# Help and advice re: surrogacy in USA



## Believe in miracles (Sep 20, 2012)

Hello,

We are probably at the end of our IVF journey and considering surrogacy and adoption.

We are a little worried about surrogacy in the UK due to the time it may take to find a host and the legal issues of not being seen as the mother and father to the courts.
I wonder if the USA would be quicker and offer better legal protection?

Can i ask those who have used the USA for this their advice, do's and dont's, what clinics to use etc...your hard earnt knowledge would be most welcome.

We are thinking of using "Brilliant Beginnings" for help and guidance if we choose this route?
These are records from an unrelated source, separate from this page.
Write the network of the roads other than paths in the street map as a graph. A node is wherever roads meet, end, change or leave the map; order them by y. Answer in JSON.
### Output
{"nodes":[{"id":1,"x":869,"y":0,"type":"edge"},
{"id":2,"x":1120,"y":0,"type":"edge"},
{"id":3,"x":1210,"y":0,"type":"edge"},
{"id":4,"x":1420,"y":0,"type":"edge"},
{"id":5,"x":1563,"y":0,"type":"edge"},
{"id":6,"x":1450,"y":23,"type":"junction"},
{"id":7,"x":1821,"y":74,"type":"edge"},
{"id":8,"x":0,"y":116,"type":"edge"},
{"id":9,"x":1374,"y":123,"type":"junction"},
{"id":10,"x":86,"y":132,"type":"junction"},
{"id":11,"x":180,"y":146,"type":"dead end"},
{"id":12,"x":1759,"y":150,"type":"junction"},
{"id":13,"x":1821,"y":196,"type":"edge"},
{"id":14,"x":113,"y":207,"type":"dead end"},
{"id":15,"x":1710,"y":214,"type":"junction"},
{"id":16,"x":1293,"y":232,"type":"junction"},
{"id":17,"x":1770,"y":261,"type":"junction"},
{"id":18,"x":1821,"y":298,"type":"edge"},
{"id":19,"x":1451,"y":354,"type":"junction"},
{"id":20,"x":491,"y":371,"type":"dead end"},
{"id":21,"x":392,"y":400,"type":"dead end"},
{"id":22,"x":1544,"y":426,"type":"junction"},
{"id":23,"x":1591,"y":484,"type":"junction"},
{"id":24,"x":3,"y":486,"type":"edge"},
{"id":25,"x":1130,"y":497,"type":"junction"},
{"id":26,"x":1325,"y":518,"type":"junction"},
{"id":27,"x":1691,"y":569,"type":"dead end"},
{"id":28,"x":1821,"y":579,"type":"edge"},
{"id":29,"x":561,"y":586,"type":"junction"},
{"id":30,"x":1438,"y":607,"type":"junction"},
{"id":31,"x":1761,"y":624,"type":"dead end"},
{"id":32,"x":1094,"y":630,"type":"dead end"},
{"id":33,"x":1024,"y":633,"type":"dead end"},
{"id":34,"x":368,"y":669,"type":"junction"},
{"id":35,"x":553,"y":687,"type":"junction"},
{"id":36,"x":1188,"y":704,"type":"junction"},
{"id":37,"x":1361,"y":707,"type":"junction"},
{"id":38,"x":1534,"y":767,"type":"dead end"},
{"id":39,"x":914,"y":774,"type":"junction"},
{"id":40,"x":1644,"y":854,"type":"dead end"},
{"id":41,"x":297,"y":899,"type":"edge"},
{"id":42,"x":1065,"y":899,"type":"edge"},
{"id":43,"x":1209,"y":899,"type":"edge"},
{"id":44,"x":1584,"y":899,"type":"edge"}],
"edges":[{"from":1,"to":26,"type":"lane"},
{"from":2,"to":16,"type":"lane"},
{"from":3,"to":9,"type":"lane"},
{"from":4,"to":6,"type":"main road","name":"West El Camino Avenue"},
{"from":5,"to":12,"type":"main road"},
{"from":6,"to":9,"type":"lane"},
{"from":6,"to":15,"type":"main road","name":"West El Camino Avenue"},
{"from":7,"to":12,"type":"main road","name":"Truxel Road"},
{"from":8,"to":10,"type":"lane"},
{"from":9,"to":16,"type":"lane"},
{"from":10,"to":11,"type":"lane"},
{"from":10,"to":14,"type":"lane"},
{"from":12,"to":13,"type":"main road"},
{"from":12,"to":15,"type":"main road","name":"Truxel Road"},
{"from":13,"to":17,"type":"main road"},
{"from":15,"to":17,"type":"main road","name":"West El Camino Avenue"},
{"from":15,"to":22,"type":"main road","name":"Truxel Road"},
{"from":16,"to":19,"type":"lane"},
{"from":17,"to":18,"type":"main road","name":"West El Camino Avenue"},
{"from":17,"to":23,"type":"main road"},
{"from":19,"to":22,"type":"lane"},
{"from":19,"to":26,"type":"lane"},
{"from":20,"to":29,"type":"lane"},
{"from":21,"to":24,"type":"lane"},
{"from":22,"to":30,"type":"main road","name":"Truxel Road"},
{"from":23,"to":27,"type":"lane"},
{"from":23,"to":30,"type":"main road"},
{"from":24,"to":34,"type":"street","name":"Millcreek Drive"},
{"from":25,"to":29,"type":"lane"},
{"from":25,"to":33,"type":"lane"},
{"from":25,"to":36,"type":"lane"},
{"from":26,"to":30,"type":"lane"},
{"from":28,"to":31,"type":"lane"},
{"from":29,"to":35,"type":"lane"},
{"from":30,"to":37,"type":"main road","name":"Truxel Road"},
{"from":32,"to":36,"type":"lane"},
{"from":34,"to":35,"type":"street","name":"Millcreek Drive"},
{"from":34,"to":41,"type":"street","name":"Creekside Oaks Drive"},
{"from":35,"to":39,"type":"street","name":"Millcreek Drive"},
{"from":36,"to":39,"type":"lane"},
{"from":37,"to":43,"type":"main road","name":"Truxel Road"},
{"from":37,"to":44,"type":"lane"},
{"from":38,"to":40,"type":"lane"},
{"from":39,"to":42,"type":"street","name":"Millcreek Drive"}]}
Have people found them good?

Is there a better chance of success for us than IVF with immune issues?

Thank you all.


----------



## kaosfusion (Oct 24, 2011)

So - earlier this year we finished our journey, I remember having your exact fears.  Our twins have been granted Parental Orders with no hassle.  We did all the IVF etc in the UK with a UK surrogate, no lawyer.

All in all we found it a very uncomplicated straight forward affair.  Both boys now have Birth Certificates saying that I am Mum and my husband is Dad.

From the start of our Journey when we found our surrogate in November 2012, to starting the journey in January 2013 to the birth of the twins on 4th Jan this year it was nothing except easy peasy and straight forward.

Message me with any questions you may have.  I have quite a few US-based surrogates as well so I also know how it works that side of the water too!  xxx


----------



## LouGhevaert (May 18, 2009)

Hi

The legal issues are more complicated if you decide to go ahead with an international surrogacy arrangement as you'll need to navigate:

Immigration, citizenship and nationality law; and

UK public policy restrictions against commercial surrogacy as part of your parental order application in the English Family Court

Do your homework from the start so there are no unwelcome surprises.  I've worked with many people undergoing surrogacy in the UK and the US - feel free to PM me.

All the best

Louisa


----------